Task =>
Your answer must be an exact transcription of every record below, with the pictures omitted.

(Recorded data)
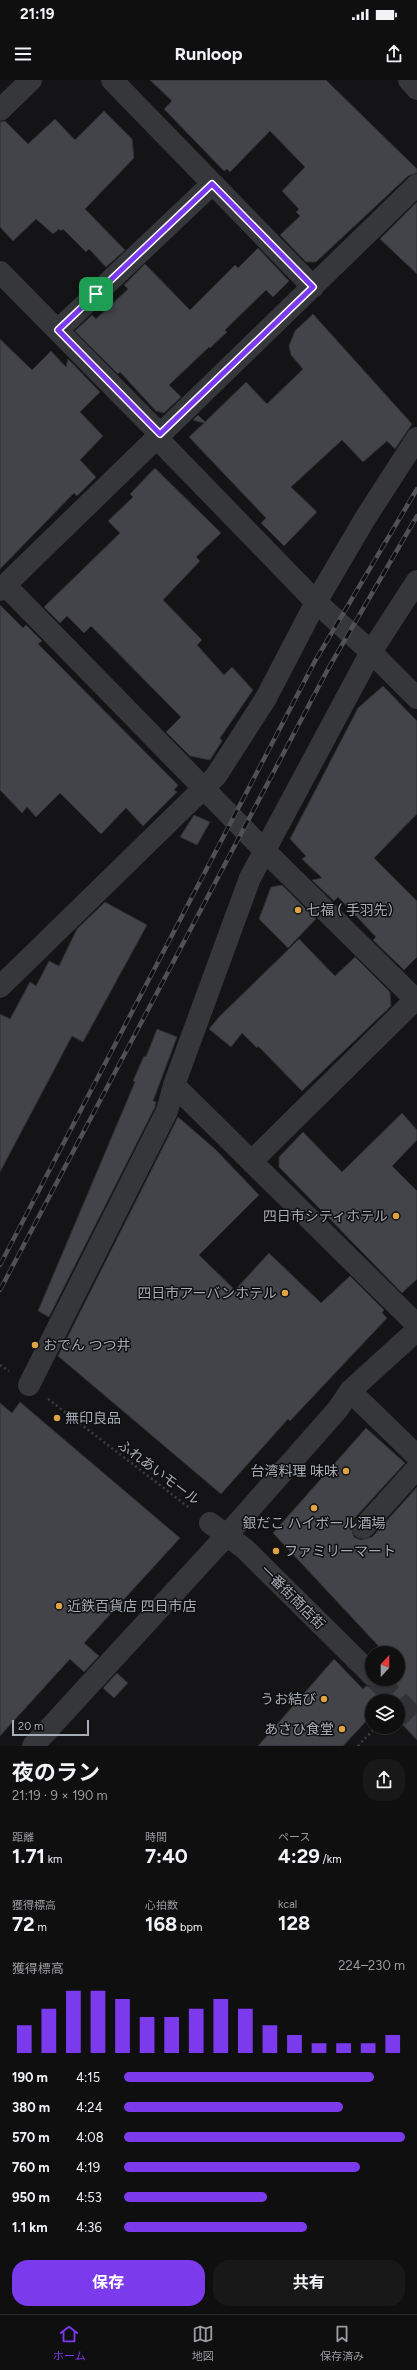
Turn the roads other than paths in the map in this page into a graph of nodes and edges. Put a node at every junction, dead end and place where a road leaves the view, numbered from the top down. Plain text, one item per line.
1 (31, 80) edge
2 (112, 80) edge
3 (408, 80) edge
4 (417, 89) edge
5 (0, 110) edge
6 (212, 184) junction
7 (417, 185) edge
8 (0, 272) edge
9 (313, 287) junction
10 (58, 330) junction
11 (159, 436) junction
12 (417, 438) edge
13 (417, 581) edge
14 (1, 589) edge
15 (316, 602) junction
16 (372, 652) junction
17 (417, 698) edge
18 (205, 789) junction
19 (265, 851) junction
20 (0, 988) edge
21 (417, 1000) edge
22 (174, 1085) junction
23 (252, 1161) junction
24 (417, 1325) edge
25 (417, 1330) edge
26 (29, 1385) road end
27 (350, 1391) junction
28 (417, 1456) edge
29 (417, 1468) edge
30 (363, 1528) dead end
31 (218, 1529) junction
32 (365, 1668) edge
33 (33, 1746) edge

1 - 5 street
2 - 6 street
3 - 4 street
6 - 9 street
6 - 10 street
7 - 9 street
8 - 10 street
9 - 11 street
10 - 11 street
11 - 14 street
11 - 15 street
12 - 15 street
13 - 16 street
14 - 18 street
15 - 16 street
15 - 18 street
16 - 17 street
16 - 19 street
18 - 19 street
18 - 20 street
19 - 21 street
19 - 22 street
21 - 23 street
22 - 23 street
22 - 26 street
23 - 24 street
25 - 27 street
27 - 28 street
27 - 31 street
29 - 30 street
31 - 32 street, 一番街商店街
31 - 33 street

Written response =>
Turn the roads other than paths in the map in this page into a graph of nodes and edges. Put a node at every junction, dead end and place where a road leaves the view, numbered from the top down. Plain text, one item per line.
1 (31, 80) edge
2 (112, 80) edge
3 (408, 80) edge
4 (417, 89) edge
5 (0, 110) edge
6 (212, 184) junction
7 (417, 185) edge
8 (0, 272) edge
9 (313, 287) junction
10 (58, 330) junction
11 (159, 436) junction
12 (417, 438) edge
13 (417, 581) edge
14 (1, 589) edge
15 (316, 602) junction
16 (372, 652) junction
17 (417, 698) edge
18 (205, 789) junction
19 (265, 851) junction
20 (0, 988) edge
21 (417, 1000) edge
22 (174, 1085) junction
23 (252, 1161) junction
24 (417, 1325) edge
25 (417, 1330) edge
26 (29, 1385) road end
27 (350, 1391) junction
28 (417, 1456) edge
29 (417, 1468) edge
30 (363, 1528) dead end
31 (218, 1529) junction
32 (365, 1668) edge
33 (33, 1746) edge

1 - 5 street
2 - 6 street
3 - 4 street
6 - 9 street
6 - 10 street
7 - 9 street
8 - 10 street
9 - 11 street
10 - 11 street
11 - 14 street
11 - 15 street
12 - 15 street
13 - 16 street
14 - 18 street
15 - 16 street
15 - 18 street
16 - 17 street
16 - 19 street
18 - 19 street
18 - 20 street
19 - 21 street
19 - 22 street
21 - 23 street
22 - 23 street
22 - 26 street
23 - 24 street
25 - 27 street
27 - 28 street
27 - 31 street
29 - 30 street
31 - 32 street, 一番街商店街
31 - 33 street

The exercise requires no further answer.